Paciência! A virtude tão gabada por Demétrios e que Fiora nunca conseguira dominar, sobretudo quando se encontrava numa situação desagradável! Ela gostava que as coisas andassem depressa depois de tomar uma decisão. Os nove meses de gravidez sempre lhe tinham parecido nove séculos. Uma atitude que divertia Léonarde. Desta vez, a paciência era mais uma provação. Que mãe era capaz de suportar por muito tempo a ignorância do local onde se encontrava o seu filho? No entanto, foi preciso esperar. As horas pareciam intermináveis àquela jovem cheia de vida e reduzida à inacção total, já que Grégoire era incapaz de lhe arranjar livros, a única coisa que lhe tornaria o tempo de espera mais agradável. Na verdade, não era a primeira vez que se encontrava cativa, mas nunca sofrera àquele ponto, porque então as suas angústias diziam respeito a si própria, não aos seus. Onde estariam Léonarde, Khatoun e o pequeno Philippe? O Rei sabia que, separando-a deles sem lhe dizer onde estavam, infligia-lhe a provação mais penosa, o que tornava inúteis as sevícias corporais e explicava, em parte, pelo menos, a cela decente, a boa alimentação e até a roupa que ela deixara em la Rabaudière e que encontrara na arca da sua prisão. Uma única consolação: Luís gostava de crianças e respeitava-as o suficiente para não fazer mal ao seu filho. Philippe era, certamente, mais bem tratado do que a sua mãe. Mas como as horas lhe pareceram lentas durante os oito dias que teve de passar na única companhia do seu carcereiro!
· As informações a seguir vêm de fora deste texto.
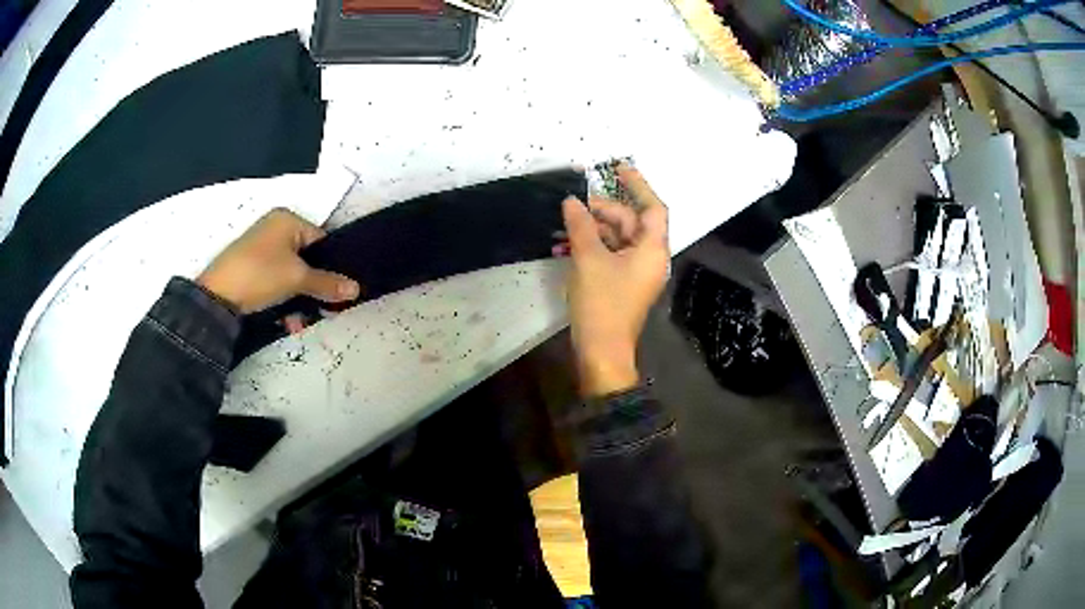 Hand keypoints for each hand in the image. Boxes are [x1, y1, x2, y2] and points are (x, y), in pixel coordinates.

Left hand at [197, 209, 359, 313]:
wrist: (217, 296)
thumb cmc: (260, 274)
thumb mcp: (297, 279)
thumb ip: (327, 283)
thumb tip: (356, 288)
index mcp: (287, 220)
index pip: (321, 240)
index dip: (331, 267)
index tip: (337, 292)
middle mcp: (274, 229)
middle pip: (307, 261)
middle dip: (313, 289)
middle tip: (321, 311)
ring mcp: (260, 249)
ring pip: (291, 276)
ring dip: (298, 301)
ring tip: (298, 323)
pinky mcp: (251, 269)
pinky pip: (276, 282)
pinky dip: (283, 301)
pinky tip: (285, 321)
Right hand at [562, 165, 669, 395]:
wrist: (602, 351)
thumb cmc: (602, 303)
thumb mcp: (588, 259)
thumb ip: (581, 225)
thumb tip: (572, 201)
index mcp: (652, 249)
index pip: (652, 207)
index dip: (638, 185)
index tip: (619, 168)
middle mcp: (650, 258)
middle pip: (631, 222)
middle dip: (604, 210)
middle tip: (574, 205)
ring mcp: (637, 272)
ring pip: (618, 239)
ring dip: (593, 229)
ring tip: (565, 224)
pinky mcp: (623, 283)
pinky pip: (611, 255)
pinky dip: (593, 246)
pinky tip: (567, 243) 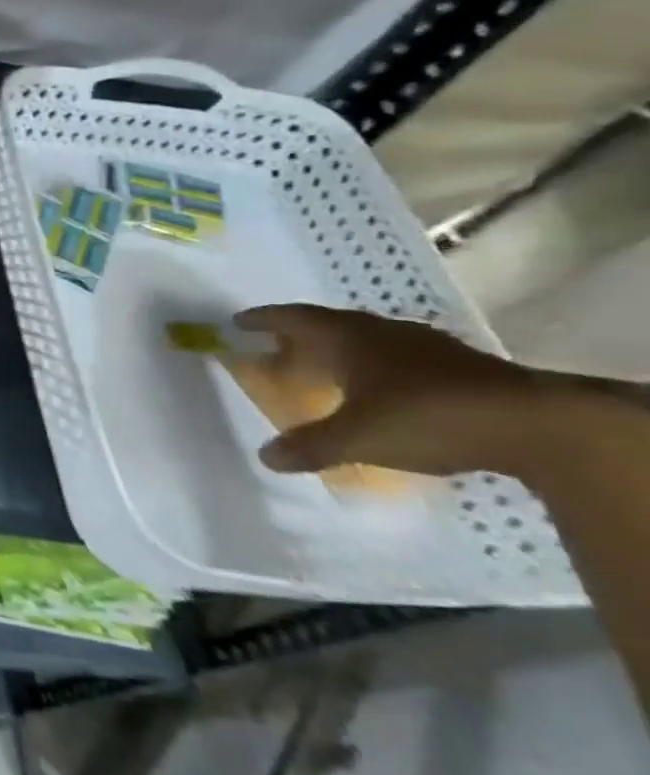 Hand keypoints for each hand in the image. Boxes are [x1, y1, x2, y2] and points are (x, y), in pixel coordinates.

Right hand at [236, 304, 608, 484]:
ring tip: (323, 371)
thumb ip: (310, 445)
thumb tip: (264, 456)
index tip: (238, 322)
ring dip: (338, 352)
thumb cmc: (427, 418)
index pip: (293, 319)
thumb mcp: (359, 438)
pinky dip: (374, 368)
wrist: (536, 425)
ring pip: (365, 341)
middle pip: (327, 327)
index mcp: (347, 338)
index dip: (263, 320)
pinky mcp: (457, 366)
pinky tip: (378, 389)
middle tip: (275, 351)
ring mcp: (422, 346)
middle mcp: (378, 332)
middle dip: (297, 338)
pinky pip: (396, 357) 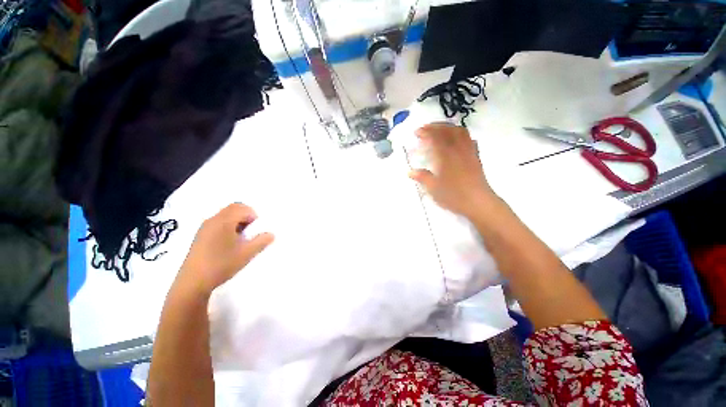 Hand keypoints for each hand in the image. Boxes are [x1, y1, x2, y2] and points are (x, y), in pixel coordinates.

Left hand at [175, 203, 273, 296]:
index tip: (256, 230)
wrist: (193, 283)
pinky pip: (217, 223)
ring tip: (240, 239)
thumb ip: (261, 241)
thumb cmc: (222, 264)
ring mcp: (204, 228)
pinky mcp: (200, 236)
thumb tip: (271, 234)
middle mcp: (212, 220)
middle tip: (250, 232)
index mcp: (224, 221)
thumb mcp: (247, 253)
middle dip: (245, 216)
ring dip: (237, 222)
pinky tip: (228, 244)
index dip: (253, 215)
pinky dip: (227, 227)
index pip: (242, 208)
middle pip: (233, 209)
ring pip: (225, 216)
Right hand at [409, 123, 497, 218]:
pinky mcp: (475, 157)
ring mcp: (468, 152)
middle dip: (436, 126)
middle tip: (426, 128)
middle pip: (448, 130)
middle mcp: (458, 150)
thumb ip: (422, 177)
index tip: (416, 132)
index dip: (425, 132)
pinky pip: (469, 140)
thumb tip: (410, 172)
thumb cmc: (454, 196)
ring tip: (439, 130)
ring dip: (448, 127)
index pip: (435, 137)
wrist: (478, 202)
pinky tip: (456, 140)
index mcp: (445, 156)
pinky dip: (461, 135)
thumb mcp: (434, 188)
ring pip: (460, 132)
Fiora obrigava-se a uma apresentação irrepreensível, a uma toillette minuciosa todas as manhãs, a usar roupa branca e um vestido limpo. A mulher de Grégoire encarregava-se de lavar a roupa e de a passar. Era uma maneira como outra qualquer de manter a dignidade; depois, não queria ser apanhada de surpresa em trajos menores quando, finalmente, a fossem buscar para a conduzirem perante o seu juiz... ou juizes...

Grégoire apareceu, na noite do nono dia, todo esbaforido:

O Rei senhora condessa! O Rei! Está a chegar!...

Fiora já o sabia. A jovem ouvira o rufar dos tambores, as trombetas de prata e todo o barulho produzido por um grande grupo de cavaleiros, sobretudo quando escoltado por cães. E o seu coração bateu com mais força. Enfim, enfim, ia saber de que a acusavam!

No entanto, dois dias, dois dias ainda mais intermináveis do que os outros se passaram sem que ela pudesse saber se tinham intenção de se ocupar dela, ou se iam, simplesmente, abandoná-la no fundo da sua prisão.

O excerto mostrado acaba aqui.